The corporate press will also not tell you that, of the 2.2 million people living in Gaza, roughly half are children. Many of these Palestinian children have never known life outside of the Gaza strip. They have never seen anything beyond their prison walls. As such, Norman Finkelstein, the prominent blacklisted Jewish academic, has called Gaza the “world’s largest concentration camp.”

And outlets like CNN, MSNBC, and the Washington Post will not show audiences this map of the steady progression of Israeli domination of Palestinian land:

Thus, the Israeli-Palestinian conflict is really not complicated at all. There is no “nuance” or “complexity” to the struggle.

It is, indeed, a grossly asymmetrical conflict. The people of Palestine have no state, no military, Navy or air-force. The only weapons they have are Hamas’s crude, cheap missiles which routinely miss their targets. Israel, meanwhile, commands the full might of the Israel Defense Forces (IDF), one of the most technologically advanced militaries in the world. And Israel is the beneficiary of continual U.S. military funding — totaling more than $260 billion to date. No other nation has received as much aid from the United States since the Second World War.

But the capitalist media — which are entirely beholden to Israel — has left the majority of working-class Americans deeply ignorant about Palestine’s decades-long struggle against Israeli and Western apartheid.

Hypocrisy of the “NATO-Left”

Oppressed people have every right to fight for their liberation — violently if need be. Those on the left who claim to support human rights and national sovereignty must support Palestine’s struggle for self-determination.

Indeed, the recent escalation of fighting in Gaza has thoroughly exposed the rank hypocrisy of the ruling class and its liberal apologists. For the last year, liberals (and more than a few “socialists”) have been rallying behind the Democrats’ proxy-war with Russia via Ukraine, claiming it is a “just war” for Ukraine’s “national liberation.” Anti-communist Trotskyists like Ashley Smith have been cheerleading this U.S.-backed war against “Russian imperialism.”

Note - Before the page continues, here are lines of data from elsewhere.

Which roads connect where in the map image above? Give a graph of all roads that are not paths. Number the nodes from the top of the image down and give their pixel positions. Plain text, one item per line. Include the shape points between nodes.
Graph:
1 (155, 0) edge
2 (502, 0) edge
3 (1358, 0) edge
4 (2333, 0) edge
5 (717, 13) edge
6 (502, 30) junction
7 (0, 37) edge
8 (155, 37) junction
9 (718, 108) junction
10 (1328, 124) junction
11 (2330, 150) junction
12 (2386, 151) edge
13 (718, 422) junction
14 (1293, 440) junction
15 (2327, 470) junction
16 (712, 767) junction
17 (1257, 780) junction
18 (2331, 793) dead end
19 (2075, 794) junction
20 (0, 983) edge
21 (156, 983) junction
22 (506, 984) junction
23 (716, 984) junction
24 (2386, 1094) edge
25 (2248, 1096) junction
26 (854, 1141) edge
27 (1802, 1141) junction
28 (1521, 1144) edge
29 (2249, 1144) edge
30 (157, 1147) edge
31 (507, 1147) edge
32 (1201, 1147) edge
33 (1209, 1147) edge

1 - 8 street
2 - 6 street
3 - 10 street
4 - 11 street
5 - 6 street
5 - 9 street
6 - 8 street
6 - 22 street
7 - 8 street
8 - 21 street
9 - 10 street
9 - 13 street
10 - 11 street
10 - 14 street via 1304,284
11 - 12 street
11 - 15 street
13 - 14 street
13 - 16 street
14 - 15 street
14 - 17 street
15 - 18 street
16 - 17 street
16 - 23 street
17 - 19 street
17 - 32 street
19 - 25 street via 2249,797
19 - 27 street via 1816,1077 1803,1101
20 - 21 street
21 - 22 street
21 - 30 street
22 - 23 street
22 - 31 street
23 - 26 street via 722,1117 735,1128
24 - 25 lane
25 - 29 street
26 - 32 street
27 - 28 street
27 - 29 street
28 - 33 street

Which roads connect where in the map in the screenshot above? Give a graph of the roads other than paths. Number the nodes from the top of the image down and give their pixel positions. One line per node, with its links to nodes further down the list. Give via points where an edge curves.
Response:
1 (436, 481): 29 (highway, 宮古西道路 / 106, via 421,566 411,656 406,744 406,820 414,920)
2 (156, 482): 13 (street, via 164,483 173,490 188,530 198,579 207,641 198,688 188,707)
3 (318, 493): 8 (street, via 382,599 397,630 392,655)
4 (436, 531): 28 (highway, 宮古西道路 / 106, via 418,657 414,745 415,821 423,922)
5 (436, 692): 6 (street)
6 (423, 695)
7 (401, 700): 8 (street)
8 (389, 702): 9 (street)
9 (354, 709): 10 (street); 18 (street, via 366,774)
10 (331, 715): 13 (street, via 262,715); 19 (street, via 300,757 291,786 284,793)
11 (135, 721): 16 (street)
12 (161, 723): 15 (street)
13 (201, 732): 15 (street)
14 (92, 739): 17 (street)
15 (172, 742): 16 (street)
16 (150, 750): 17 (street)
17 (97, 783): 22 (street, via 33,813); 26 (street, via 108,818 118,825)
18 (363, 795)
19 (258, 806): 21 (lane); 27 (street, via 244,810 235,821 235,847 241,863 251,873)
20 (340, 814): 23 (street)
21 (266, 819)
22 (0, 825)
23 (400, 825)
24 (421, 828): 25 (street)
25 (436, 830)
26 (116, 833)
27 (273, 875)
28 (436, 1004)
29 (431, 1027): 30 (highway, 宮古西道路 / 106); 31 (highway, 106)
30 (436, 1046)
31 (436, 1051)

For “NATO-leftists” like Smith, the war in Ukraine is completely clear-cut. There is no semblance of “nuance,” or need to consider “both sides” in that conflict. The fact that Russia was entirely justified in its intervention on behalf of the ethnically-Russian citizens in the Donbass region, is anathema to these “socialists.” And Smith and the NATO-left routinely downplay (or deny, entirely) the neo-Nazi character of the Ukraine military and government.

This is the essence of Noam Chomsky and the late Edward Herman’s thesis on “worthy” vs. “unworthy” victims, in their 1988 book, Manufacturing Consent. The non-white Arabs of Palestine are “unworthy” victims who brought their suffering on to themselves by electing Hamas nearly 20 years ago. The white, “valiant” Ukrainians are “worthy” victims, fully deserving of our support. The ruling elites make no effort whatsoever to explain this double standard.

Whose Violence?

Nonetheless, many on the left will insist they “support the Palestinians,” but decry Hamas’s “violent tactics.”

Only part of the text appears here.